**DATA**.
□ □ □ □ □

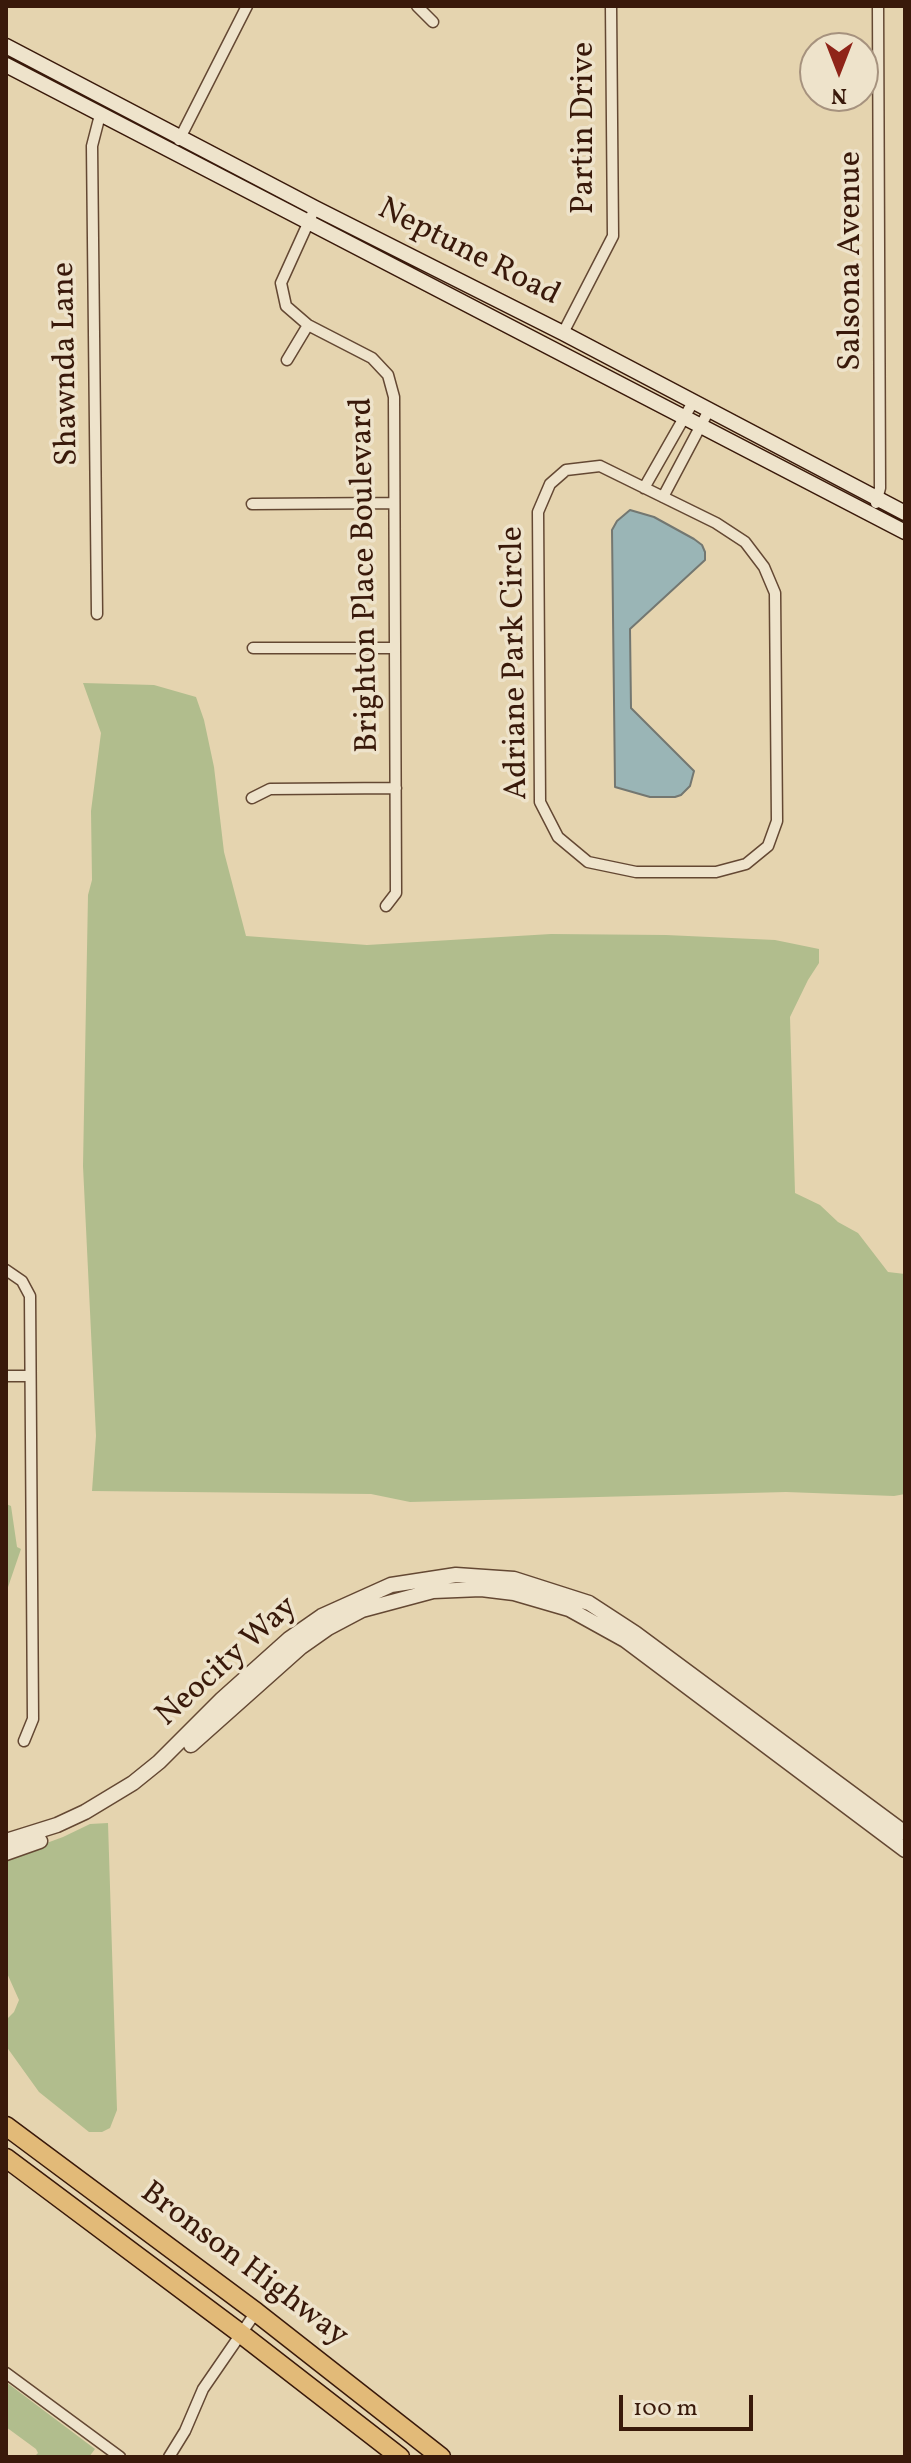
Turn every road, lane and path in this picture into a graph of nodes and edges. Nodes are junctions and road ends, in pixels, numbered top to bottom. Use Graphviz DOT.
graph roads {
  1 [pos="247,6"];
  2 [pos="417,6"];
  3 [pos="611,6"];
  4 [pos="878,6"];
  5 [pos="433,22"];
  6 [pos="6,46"];
  7 [pos="6,65"];
  8 [pos="100,115"];
  9 [pos="180,137"];
  10 [pos="172,153"];
  11 [pos="315,208"];
  12 [pos="309,223"];
  13 [pos="308,325"];
  14 [pos="563,333"];
  15 [pos="287,360"];
  16 [pos="693,402"];
  17 [pos="709,410"];
  18 [pos="684,417"];
  19 [pos="700,425"];
  20 [pos="644,488"];
  21 [pos="663,497"];
  22 [pos="877,499"];
  23 [pos="393,503"];
  24 [pos="252,504"];
  25 [pos="905,513"];
  26 [pos="873,515"];
  27 [pos="905,532"];
  28 [pos="97,614"];
  29 [pos="253,648"];
  30 [pos="395,648"];
  31 [pos="396,788"];
  32 [pos="252,798"];
  33 [pos="386,906"];
  34 [pos="6,1270"];
  35 [pos="6,1376"];
  36 [pos="30,1376"];
  37 [pos="562,1599"];
  38 [pos="729,1711"];
  39 [pos="24,1741"];
  40 [pos="905,1833"];
  41 [pos="6,1841"];
  42 [pos="905,1850"];
  43 [pos="6,1853"];
  44 [pos="6,2126"];
  45 [pos="6,2158"];
  46 [pos="256,2312"];
  47 [pos="240,2333"];
  48 [pos="6,2373"];
  49 [pos="120,2457"];
  50 [pos="169,2457"];
  51 [pos="400,2457"];
  52 [pos="441,2457"];
  1 -- 9 [label="street"];
  2 -- 5 [label="street"];
  3 -- 14 [label="street, Partin Drive"];
  4 -- 22 [label="street, Salsona Avenue"];
  6 -- 9 [label="main road, Neptune Road"];
  7 -- 8 [label="main road, Neptune Road"];
  8 -- 10 [label="main road, Neptune Road"];
  8 -- 28 [label="street, Shawnda Lane"];
  9 -- 10 [label="street"];
  9 -- 11 [label="main road, Neptune Road"];
  10 -- 12 [label="main road, Neptune Road"];
  11 -- 12 [label="street, Brighton Place Boulevard"];
  11 -- 14 [label="main road, Neptune Road"];
  12 -- 13 [label="street, Brighton Place Boulevard"];
  12 -- 18 [label="main road, Neptune Road"];
  13 -- 15 [label="street"];
  13 -- 23 [label="street, Brighton Place Boulevard"];
  14 -- 16 [label="main road, Neptune Road"];
  16 -- 17 [label="main road, Neptune Road"];
  16 -- 18 [label="street"];
  17 -- 19 [label="street"];
  17 -- 22 [label="main road, Neptune Road"];
  18 -- 19 [label="main road, Neptune Road"];
  18 -- 20 [label="street"];
  19 -- 21 [label="street"];
  19 -- 26 [label="main road, Neptune Road"];
  20 -- 21 [label="street, Adriane Park Circle"];
  20 -- 21 [label="street, Adriane Park Circle"];
  22 -- 25 [label="main road, Neptune Road"];
  22 -- 26 [label="street, Salsona Avenue"];
  23 -- 24 [label="street"];
  23 -- 30 [label="street, Brighton Place Boulevard"];
  26 -- 27 [label="main road, Neptune Road"];
  29 -- 30 [label="street"];
  30 -- 31 [label="street, Brighton Place Boulevard"];
  31 -- 32 [label="street"];
  31 -- 33 [label="street, Brighton Place Boulevard"];
  34 -- 36 [label="street"];
  35 -- 36 [label="street"];
  36 -- 39 [label="street"];
  37 -- 38 [label="main road, Neocity Way"];
  37 -- 41 [label="main road, Neocity Way"];
  37 -- 43 [label="main road, Neocity Way"];
  38 -- 40 [label="main road, Neocity Way"];
  38 -- 42 [label="main road, Neocity Way"];
  44 -- 46 [label="highway, Bronson Highway"];
  45 -- 47 [label="highway, Bronson Highway"];
  46 -- 47 [label="street"];
  46 -- 52 [label="highway, Bronson Highway"];
  47 -- 50 [label="street"];
  47 -- 51 [label="highway, Bronson Highway"];
  48 -- 49 [label="street"];
}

□ □ □ □ □

Repeat the data in full and exactly. Omit pictures.

Turn every road, lane and path in this picture into a graph of nodes and edges. Nodes are junctions and road ends, in pixels, numbered top to bottom. Use Graphviz DOT.
graph roads {
  1 [pos="247,6"];
  2 [pos="417,6"];
  3 [pos="611,6"];
  4 [pos="878,6"];
  5 [pos="433,22"];
  6 [pos="6,46"];
  7 [pos="6,65"];
  8 [pos="100,115"];
  9 [pos="180,137"];
  10 [pos="172,153"];
  11 [pos="315,208"];
  12 [pos="309,223"];
  13 [pos="308,325"];
  14 [pos="563,333"];
  15 [pos="287,360"];
  16 [pos="693,402"];
  17 [pos="709,410"];
  18 [pos="684,417"];
  19 [pos="700,425"];
  20 [pos="644,488"];
  21 [pos="663,497"];
  22 [pos="877,499"];
  23 [pos="393,503"];
  24 [pos="252,504"];
  25 [pos="905,513"];
  26 [pos="873,515"];
  27 [pos="905,532"];
  28 [pos="97,614"];
  29 [pos="253,648"];
  30 [pos="395,648"];
  31 [pos="396,788"];
  32 [pos="252,798"];
  33 [pos="386,906"];
  34 [pos="6,1270"];
  35 [pos="6,1376"];
  36 [pos="30,1376"];
  37 [pos="562,1599"];
  38 [pos="729,1711"];
  39 [pos="24,1741"];
  40 [pos="905,1833"];
  41 [pos="6,1841"];
  42 [pos="905,1850"];
  43 [pos="6,1853"];
  44 [pos="6,2126"];
  45 [pos="6,2158"];
  46 [pos="256,2312"];
  47 [pos="240,2333"];
  48 [pos="6,2373"];
  49 [pos="120,2457"];
  50 [pos="169,2457"];
  51 [pos="400,2457"];
  52 [pos="441,2457"];
  1 -- 9 [label="street"];
  2 -- 5 [label="street"];
  3 -- 14 [label="street, Partin Drive"];
  4 -- 22 [label="street, Salsona Avenue"];
  6 -- 9 [label="main road, Neptune Road"];
  7 -- 8 [label="main road, Neptune Road"];
  8 -- 10 [label="main road, Neptune Road"];
  8 -- 28 [label="street, Shawnda Lane"];
  9 -- 10 [label="street"];
  9 -- 11 [label="main road, Neptune Road"];
  10 -- 12 [label="main road, Neptune Road"];
  11 -- 12 [label="street, Brighton Place Boulevard"];
  11 -- 14 [label="main road, Neptune Road"];
  12 -- 13 [label="street, Brighton Place Boulevard"];
  12 -- 18 [label="main road, Neptune Road"];
  13 -- 15 [label="street"];
  13 -- 23 [label="street, Brighton Place Boulevard"];
  14 -- 16 [label="main road, Neptune Road"];
  16 -- 17 [label="main road, Neptune Road"];
  16 -- 18 [label="street"];
  17 -- 19 [label="street"];
  17 -- 22 [label="main road, Neptune Road"];
  18 -- 19 [label="main road, Neptune Road"];
  18 -- 20 [label="street"];
  19 -- 21 [label="street"];
  19 -- 26 [label="main road, Neptune Road"];
  20 -- 21 [label="street, Adriane Park Circle"];
  20 -- 21 [label="street, Adriane Park Circle"];
  22 -- 25 [label="main road, Neptune Road"];
  22 -- 26 [label="street, Salsona Avenue"];
  23 -- 24 [label="street"];
  23 -- 30 [label="street, Brighton Place Boulevard"];
  26 -- 27 [label="main road, Neptune Road"];
  29 -- 30 [label="street"];
  30 -- 31 [label="street, Brighton Place Boulevard"];
  31 -- 32 [label="street"];
  31 -- 33 [label="street, Brighton Place Boulevard"];
  34 -- 36 [label="street"];
  35 -- 36 [label="street"];
  36 -- 39 [label="street"];
  37 -- 38 [label="main road, Neocity Way"];
  37 -- 41 [label="main road, Neocity Way"];
  37 -- 43 [label="main road, Neocity Way"];
  38 -- 40 [label="main road, Neocity Way"];
  38 -- 42 [label="main road, Neocity Way"];
  44 -- 46 [label="highway, Bronson Highway"];
  45 -- 47 [label="highway, Bronson Highway"];
  46 -- 47 [label="street"];
  46 -- 52 [label="highway, Bronson Highway"];
  47 -- 50 [label="street"];
  47 -- 51 [label="highway, Bronson Highway"];
  48 -- 49 [label="street"];
}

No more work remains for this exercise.